Duygu Çağla Bayram / Perspektif
Hindistan’da “safranlaştırma” frenleniyor mu?
Hindistan seçimleri dünyanın en büyüğüdür. Hintler arasında hem heyecan hem de gurur uyandıran bir uygulama olan bu etkinlik, ülkede genellikle “demokrasi festivali” olarak anılıyor. Narendra Modi’nin konvoyunu yöneten, dans eden parti kadroları, müzik ve davullar Hindistan seçimlerinin karnavalesk doğasına dair bir fikir veriyor. Ancak aynı zamanda seçmenler ile kampanya öncelikleri arasındaki mesafeyi de kamufle ediyor.
2019’daki genel seçim öncesinde yapılan anketler de seçmenler için en büyük sorunun işsizlik olduğunu ve Modi’nin ittifakının çoğunluğu sağlayamayabileceğini göstermişti. Ancak bir hükümet raporu medyaya sızıp son 45 yılın en yüksek işsizliğini ortaya çıkardığında, Modi bunu bastırmayı başardı ve dikkatleri dağıttı. Keşmir’de Hindistan’ın paramiliter bir konvoyuna düzenlenen, 40 personelinin ölümüne yol açan ve Pakistan merkezli JeM grubunun üstlendiği saldırının ardından Modi, sınır boyunca hava saldırıları düzenleme ihtiyacına ilişkin savaş histerisini kışkırtmıştı. Anketler, 2024 seçimleri için de çok farklı şeyler söylemiyordu ama bu kez seçim gidişatında farklı olan bir şey, 2019 seçimleri öncesinde görüldüğü üzere dikkatlerin dağıtılacağı bir olgu eksikti.

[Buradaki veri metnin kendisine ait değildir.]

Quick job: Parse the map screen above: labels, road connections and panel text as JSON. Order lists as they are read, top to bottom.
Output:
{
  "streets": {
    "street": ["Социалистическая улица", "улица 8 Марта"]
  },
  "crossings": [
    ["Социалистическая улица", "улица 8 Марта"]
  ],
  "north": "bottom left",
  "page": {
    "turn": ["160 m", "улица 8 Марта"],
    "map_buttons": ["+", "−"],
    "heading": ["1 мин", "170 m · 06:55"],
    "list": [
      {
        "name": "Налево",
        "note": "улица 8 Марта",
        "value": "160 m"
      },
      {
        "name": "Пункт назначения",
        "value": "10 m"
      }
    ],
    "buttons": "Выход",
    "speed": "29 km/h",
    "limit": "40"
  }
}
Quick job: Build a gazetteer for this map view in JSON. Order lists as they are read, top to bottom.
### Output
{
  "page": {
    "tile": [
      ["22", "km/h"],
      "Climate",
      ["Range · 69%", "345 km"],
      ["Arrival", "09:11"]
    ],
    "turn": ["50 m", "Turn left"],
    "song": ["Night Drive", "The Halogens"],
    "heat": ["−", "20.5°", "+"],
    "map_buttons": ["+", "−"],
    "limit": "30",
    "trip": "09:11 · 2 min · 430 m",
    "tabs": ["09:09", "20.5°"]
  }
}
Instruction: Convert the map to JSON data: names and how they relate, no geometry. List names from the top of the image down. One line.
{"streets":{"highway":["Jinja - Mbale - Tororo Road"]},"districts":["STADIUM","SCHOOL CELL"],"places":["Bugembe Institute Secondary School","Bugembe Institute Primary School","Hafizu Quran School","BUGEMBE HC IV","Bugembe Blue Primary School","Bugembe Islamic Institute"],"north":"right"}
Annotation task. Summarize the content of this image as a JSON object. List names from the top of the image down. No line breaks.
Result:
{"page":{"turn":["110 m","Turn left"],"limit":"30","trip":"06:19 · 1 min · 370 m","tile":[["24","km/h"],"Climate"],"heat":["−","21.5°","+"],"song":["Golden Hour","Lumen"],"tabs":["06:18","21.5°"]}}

Ki sandıklarda da bu eksiklik, BJP’ye ve Modi’ye puan kaybı olarak yansıdı.
2002’de kendi gözetiminde Müslümanlara karşı çıkan ayaklanmalar ile şiddet içeren mezhepçi siyasete karşı sessizliğini korumuştu ve bu da onu Hindu aşırı sağının simgesi haline getirmişti. Gujarat’ı demir yumruk ile yönettiği 14 yıl boyunca devleti Hindutva’nın veya Hindu milliyetçiliği siyasetinin bir laboratuvarına dönüştürerek tartışmasız bir Hindu milliyetçiliği yarattı. Bununla beraber, 2014’te kendisini ülkenin başbakanlık görevine taşıyan rüzgâr, Hindistan’ı BJP’nin o zamanlar ekonomik kalkınmanın “Gujarat modeli” olarak lanse ettiği çizgide bir ekonomik güç merkezine dönüştüreceği yönündeydi. Yine bununla beraber bugün Modi de dahil olmak üzere BJP liderlerince Hint Müslümanlara atıfta bulunmak için genellikle “cihatçılar”, “Pakistanlılar”, “Bangladeşliler” ve “ajanlar” gibi nitelemeler kullanıldı. Modi’nin başbakan olarak geçmişte de Müslümanlara yönelik atıflarda bulunmadığı söylenemez ama bunlar şu zamana kadar kodlanmış durumdaydı. Örneğin, 2019’daki seçim sırasında düzenlenen bir mitingde kalabalığa şiddet uygulayan kişilerin kıyafetlerinden tanınabileceğini söyleyerek Müslüman topluluğunu ima etmişti.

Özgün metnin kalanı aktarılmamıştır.